Quando se referiu a Mário Soares, falou mais enquanto cidadã portuguesa e menos na pele da MJA. «O país tem uma dívida absoluta de gratidão para com Mário Soares. Foi o grande reconciliador. Ele não só nos tirou daquele atoleiro pavoroso em que estávamos em 1974. Ele liderou ainda a pacificação de um país dividido ao meio no pós Freitas do Amaral / Soares. E foi um Presidente da República extraordinário, que soube juntar a dimensão lúdica com a proximidade, com a cultura».
A jornalista que em 1974 entrou para o então recém lançado Expresso, não deixaria de ser confrontada com o nome de Francisco Pinto Balsemão. «Tenho uma admiração incondicional pelo Francisco Pinto Balsemão. Ele era um filho de família, filho de pais tardios, tinha muito dinheiro, muito sucesso com as mulheres. Tinha tudo para se ter perdido por aí. Fez a Ala liberal com o Dr. Sá Carneiro, fez o Expresso, que formatou uma geração, fez a SIC, que formatou outra geração, e é um grande, grande jornalista.»
À pergunta «entre fé, esperança e caridade ou entre liberdade, igualdade, fraternidade, qual é a trilogia que escolhe?», MJA respondeu convictamente: «liberdade». Seguiu daí para o sentido da igualdade e sobre a possibilidade de distribuir «bem as coisas e de forma inteligente, de maneira a que cada um renda, não por igualdade, mas…». E LO rematou com a referência à parábola dos talentos. Que levaria a uma segunda conversa.
A mesma MJA que também entrevistou Margaret Thatcher diz-se «muito insegura», mesmo perante a interpelação de LO: «Mas está muito bem treinada!». Não vota à esquerda e a única vez que votou no PS, em 1975, considera que votou no país e não em Mário Soares.
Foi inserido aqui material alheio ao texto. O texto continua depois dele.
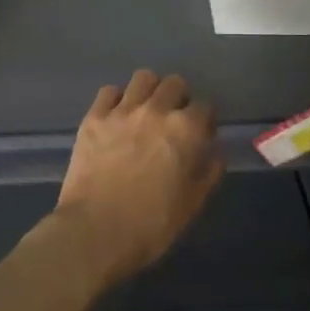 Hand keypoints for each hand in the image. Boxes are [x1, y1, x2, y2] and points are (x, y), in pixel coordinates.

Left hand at [51, 70, 223, 285]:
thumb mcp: (192, 205)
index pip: (205, 107)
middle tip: (174, 121)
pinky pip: (109, 91)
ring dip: (150, 91)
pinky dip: (117, 99)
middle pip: (175, 83)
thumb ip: (209, 172)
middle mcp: (156, 111)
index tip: (202, 135)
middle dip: (179, 98)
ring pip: (143, 78)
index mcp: (185, 130)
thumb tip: (215, 152)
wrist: (94, 232)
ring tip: (146, 112)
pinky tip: (117, 117)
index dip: (206, 121)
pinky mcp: (94, 117)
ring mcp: (122, 111)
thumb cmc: (151, 225) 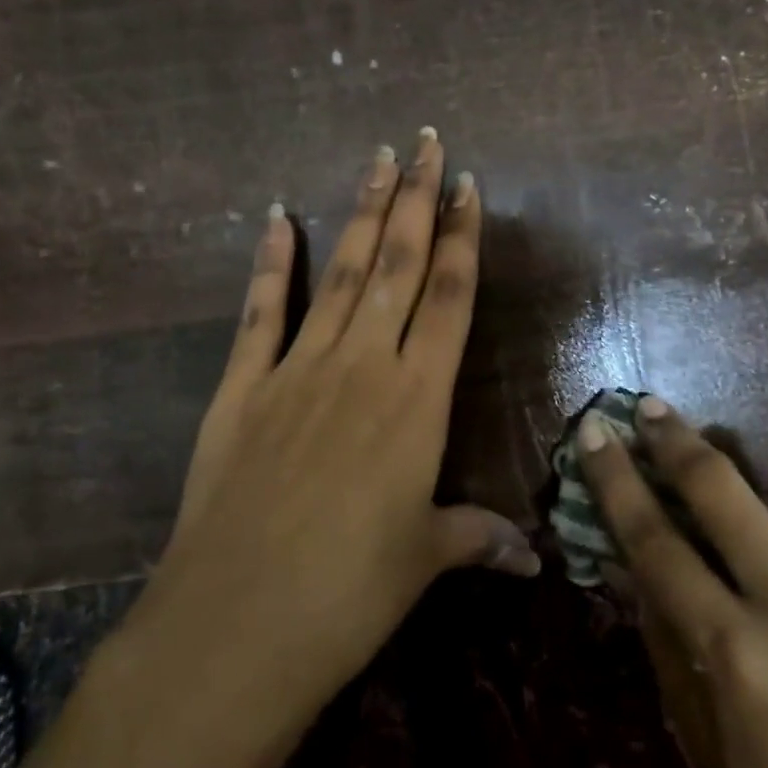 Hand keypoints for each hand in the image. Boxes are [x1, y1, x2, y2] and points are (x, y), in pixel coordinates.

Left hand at [142, 127, 537, 720]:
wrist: (236, 624)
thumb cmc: (348, 595)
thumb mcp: (422, 561)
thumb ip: (475, 539)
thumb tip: (531, 557)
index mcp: (416, 401)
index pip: (448, 298)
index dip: (461, 239)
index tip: (467, 186)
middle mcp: (362, 365)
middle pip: (396, 264)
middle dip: (415, 199)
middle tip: (427, 143)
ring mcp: (297, 368)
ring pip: (340, 271)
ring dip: (361, 211)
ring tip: (378, 158)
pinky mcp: (241, 385)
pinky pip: (261, 309)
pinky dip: (270, 260)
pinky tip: (277, 216) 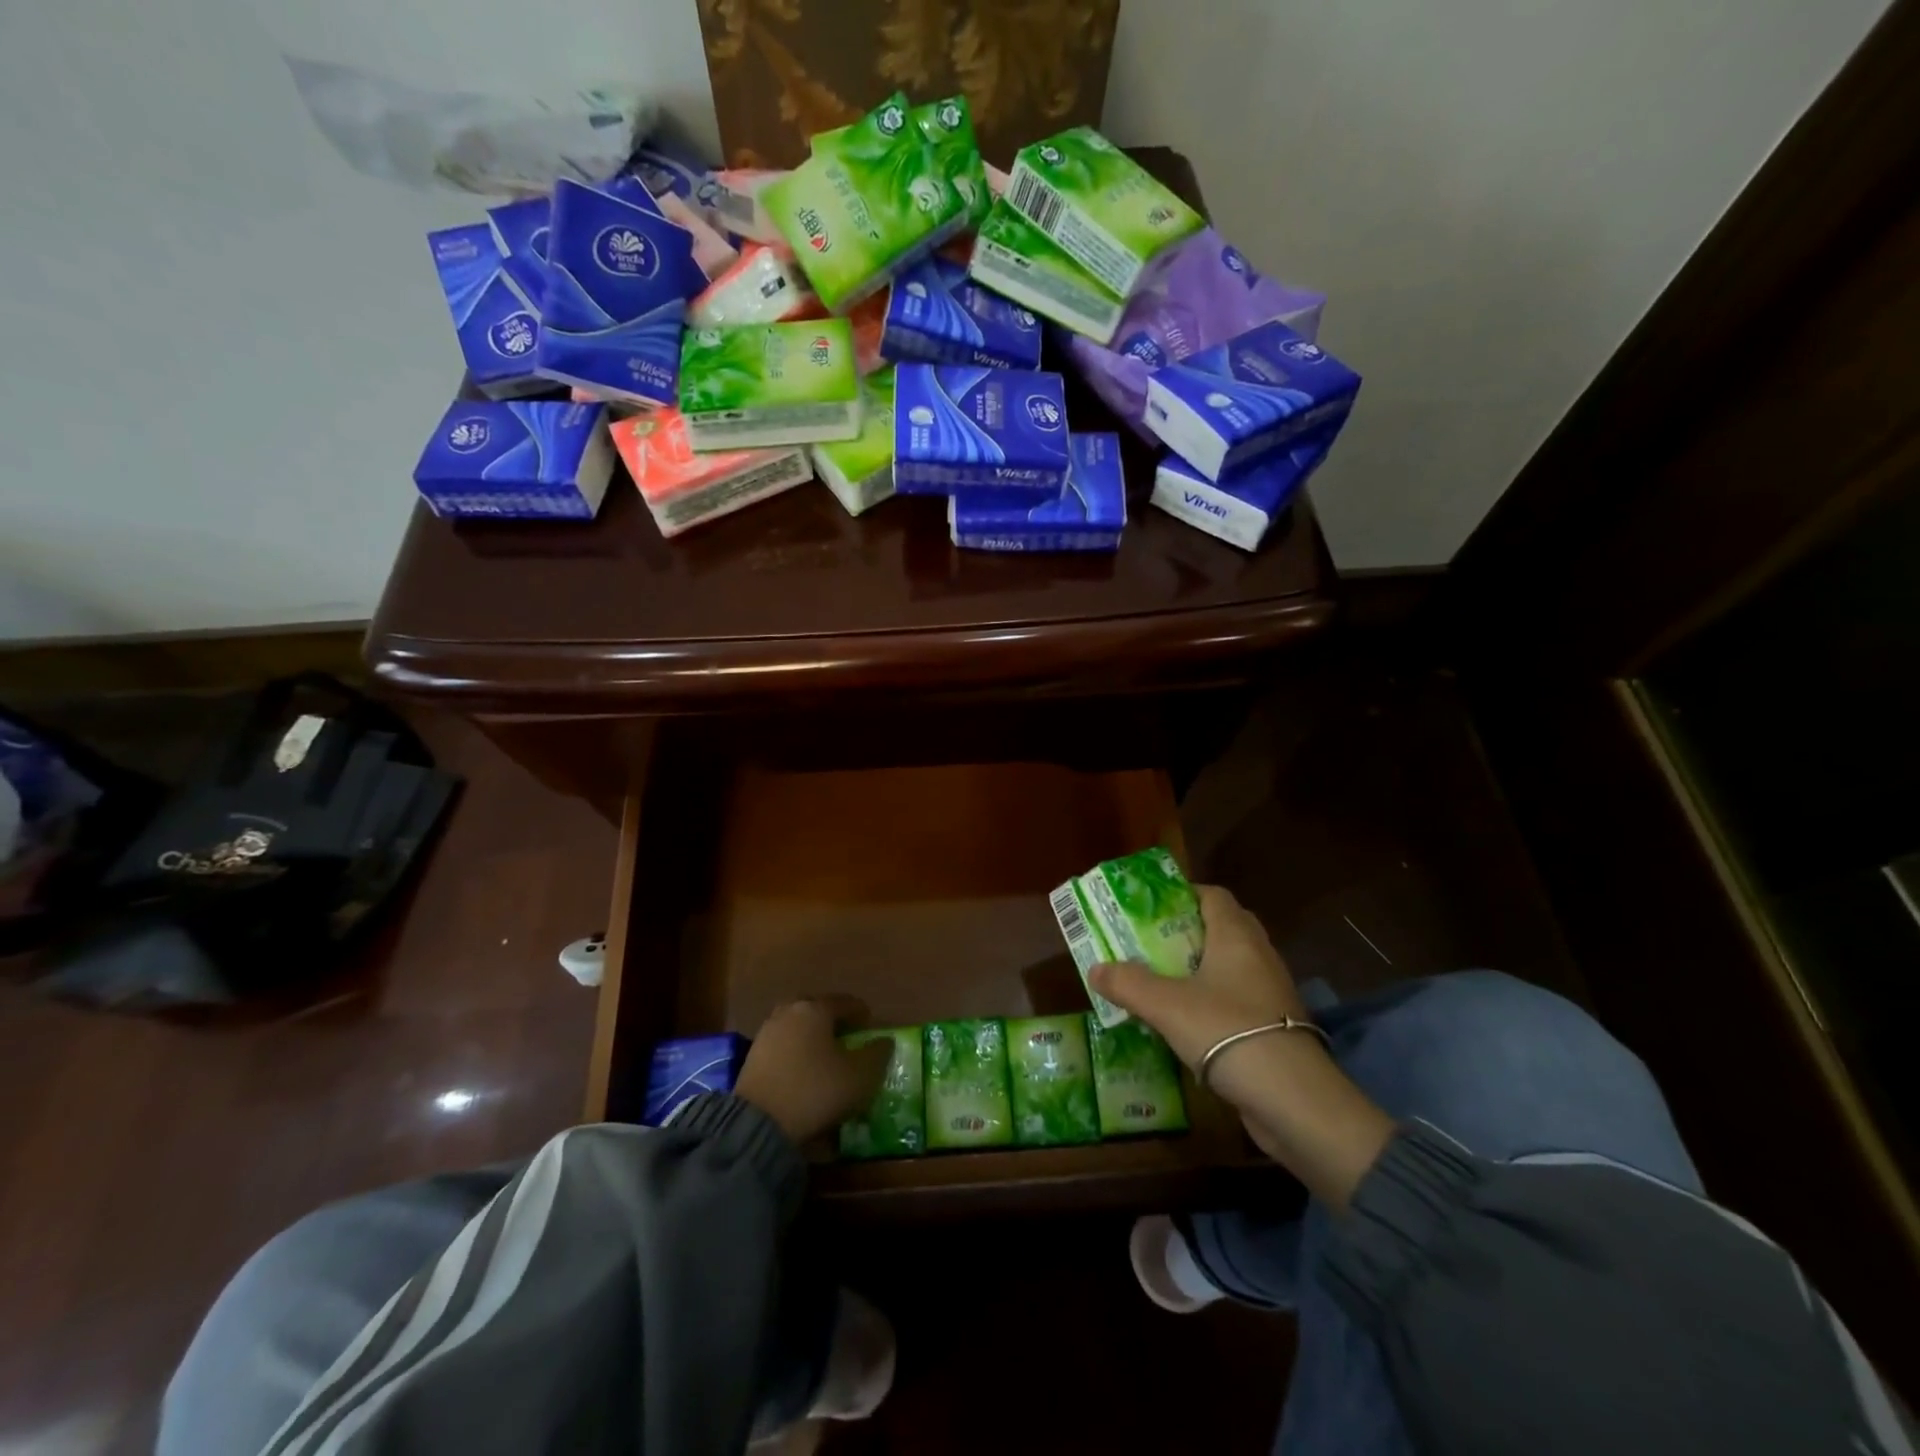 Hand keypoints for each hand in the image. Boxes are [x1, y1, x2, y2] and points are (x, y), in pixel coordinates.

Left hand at [735, 997, 892, 1144]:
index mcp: (816, 1009)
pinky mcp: (752, 1058)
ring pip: (797, 1027)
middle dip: (832, 1020)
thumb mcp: (860, 1076)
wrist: (759, 1123)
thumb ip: (877, 1054)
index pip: (845, 1002)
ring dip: (812, 1037)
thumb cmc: (817, 1090)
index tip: (870, 1025)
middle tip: (846, 1036)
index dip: (861, 1013)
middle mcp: (789, 1012)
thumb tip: (885, 1041)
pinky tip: (803, 1071)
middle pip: (816, 1009)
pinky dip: (796, 1053)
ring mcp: (767, 1033)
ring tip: (824, 1056)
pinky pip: (783, 1047)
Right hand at [1089, 884, 1310, 1085]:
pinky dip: (1213, 1002)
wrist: (1294, 1100)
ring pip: (1231, 966)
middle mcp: (1258, 955)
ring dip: (1199, 970)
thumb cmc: (1228, 1032)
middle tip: (1151, 944)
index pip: (1213, 896)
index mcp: (1235, 936)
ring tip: (1161, 982)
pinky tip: (1187, 1023)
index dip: (1182, 895)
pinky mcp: (1276, 1027)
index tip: (1150, 909)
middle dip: (1187, 932)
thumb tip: (1095, 969)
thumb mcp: (1166, 1005)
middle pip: (1223, 928)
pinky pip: (1238, 999)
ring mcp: (1271, 993)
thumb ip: (1128, 983) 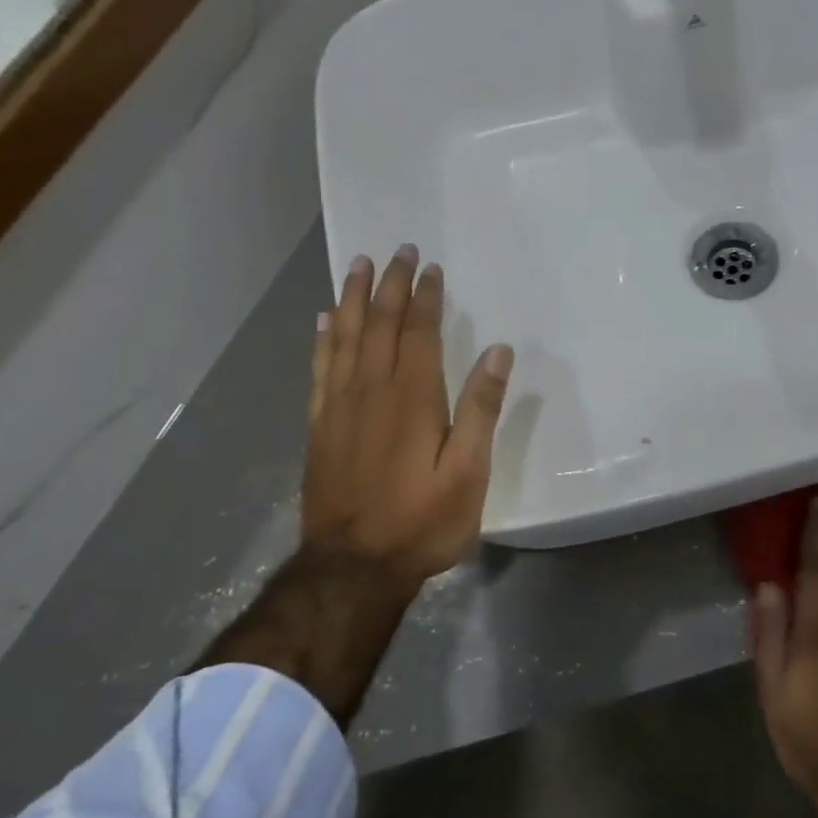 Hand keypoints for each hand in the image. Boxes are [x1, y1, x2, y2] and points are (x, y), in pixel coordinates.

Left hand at [202, 244, 513, 721]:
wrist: (354, 566)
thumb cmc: (422, 522)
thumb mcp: (469, 472)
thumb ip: (481, 410)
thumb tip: (497, 352)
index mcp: (412, 398)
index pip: (419, 332)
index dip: (426, 297)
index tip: (430, 267)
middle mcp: (371, 391)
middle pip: (380, 325)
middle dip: (391, 285)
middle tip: (398, 251)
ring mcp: (339, 407)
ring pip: (346, 338)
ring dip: (354, 299)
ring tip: (358, 266)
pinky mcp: (320, 427)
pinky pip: (320, 369)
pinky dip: (324, 340)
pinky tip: (326, 322) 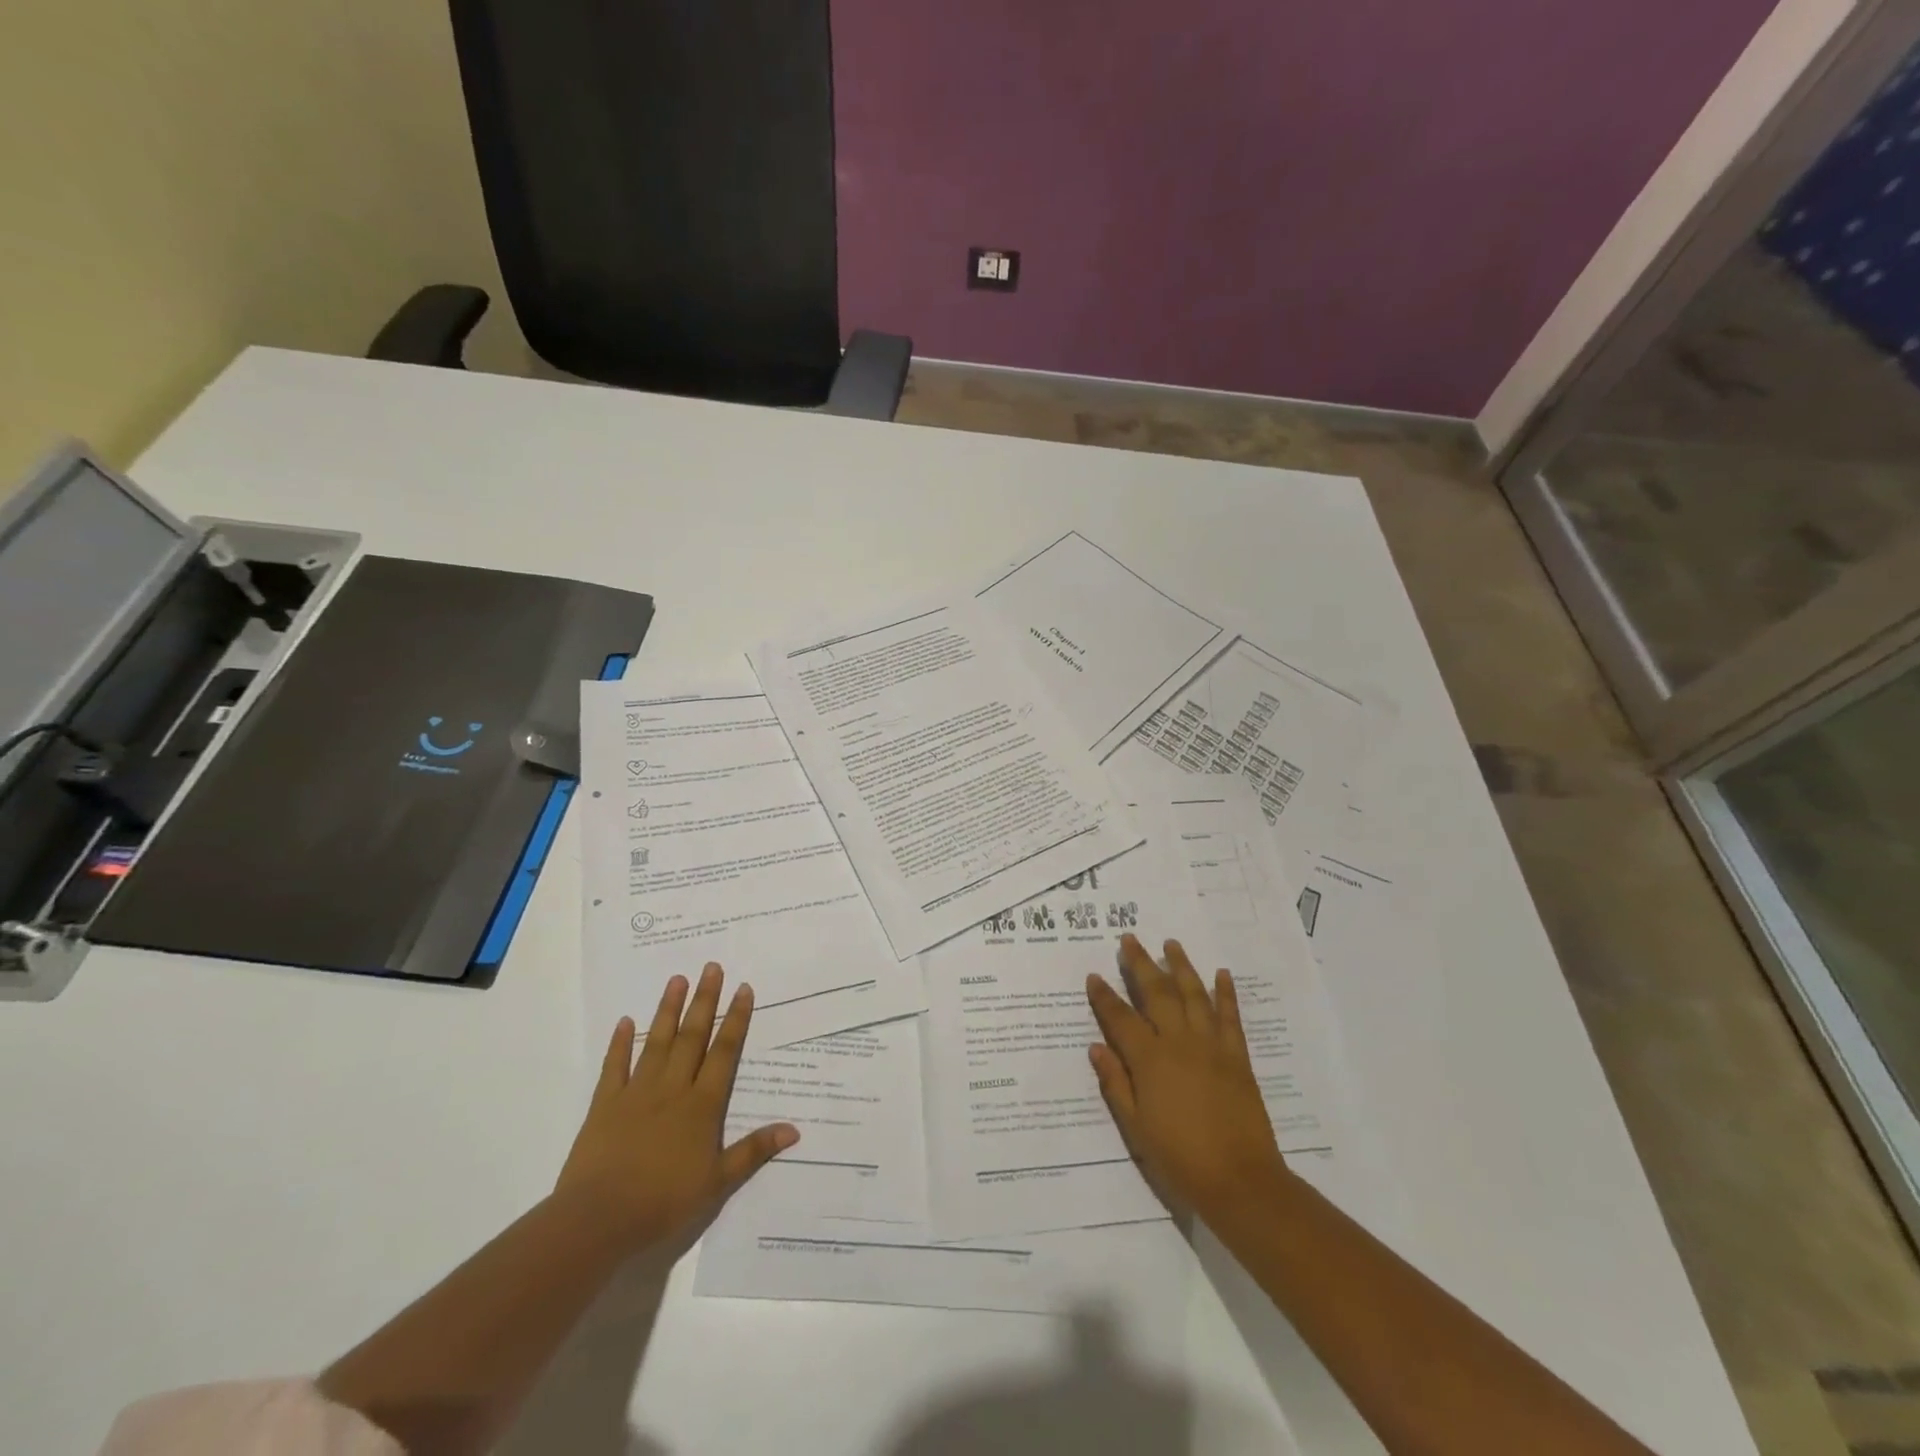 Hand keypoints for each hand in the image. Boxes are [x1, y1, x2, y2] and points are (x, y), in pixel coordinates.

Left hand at [556, 963, 798, 1251]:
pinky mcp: (605, 1105)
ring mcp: (636, 1094)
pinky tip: (624, 1021)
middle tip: (711, 967)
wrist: (598, 1221)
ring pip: (656, 1043)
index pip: (724, 1053)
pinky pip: (614, 1067)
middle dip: (704, 1001)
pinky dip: (619, 1043)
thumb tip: (794, 1130)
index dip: (735, 1020)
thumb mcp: (717, 1184)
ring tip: (677, 979)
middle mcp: (672, 1089)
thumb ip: (753, 1152)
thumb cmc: (663, 1202)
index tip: (743, 988)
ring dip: (668, 1010)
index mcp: (701, 1106)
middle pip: (692, 1037)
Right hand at [1086, 935, 1287, 1218]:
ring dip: (1181, 966)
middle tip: (1129, 939)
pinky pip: (1230, 1016)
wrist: (1240, 1181)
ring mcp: (1211, 1046)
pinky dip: (1226, 993)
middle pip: (1156, 993)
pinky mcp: (1237, 1056)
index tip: (1094, 975)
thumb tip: (1096, 1047)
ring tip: (1171, 943)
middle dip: (1141, 964)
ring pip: (1193, 994)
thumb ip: (1115, 1083)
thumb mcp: (1136, 1127)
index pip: (1120, 1018)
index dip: (1104, 996)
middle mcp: (1179, 1042)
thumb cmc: (1179, 1158)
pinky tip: (1221, 974)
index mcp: (1149, 1060)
Falamos da mesma MJA que lê apaixonadamente Ruy Belo e adora ir à Zara. A dona de uma voz que diz ser «rouca demais». Não o suficiente para ter passado despercebida entre o jornalismo que vai seguindo o seu caminho indefinido, muito diferente do do Expresso de 1974, quando MJA começou, e que continua a ouvi-la. E entre a classe política, que nas diferentes representações aceitou e aceita responder às suas perguntas, mesmo com o gravador no play.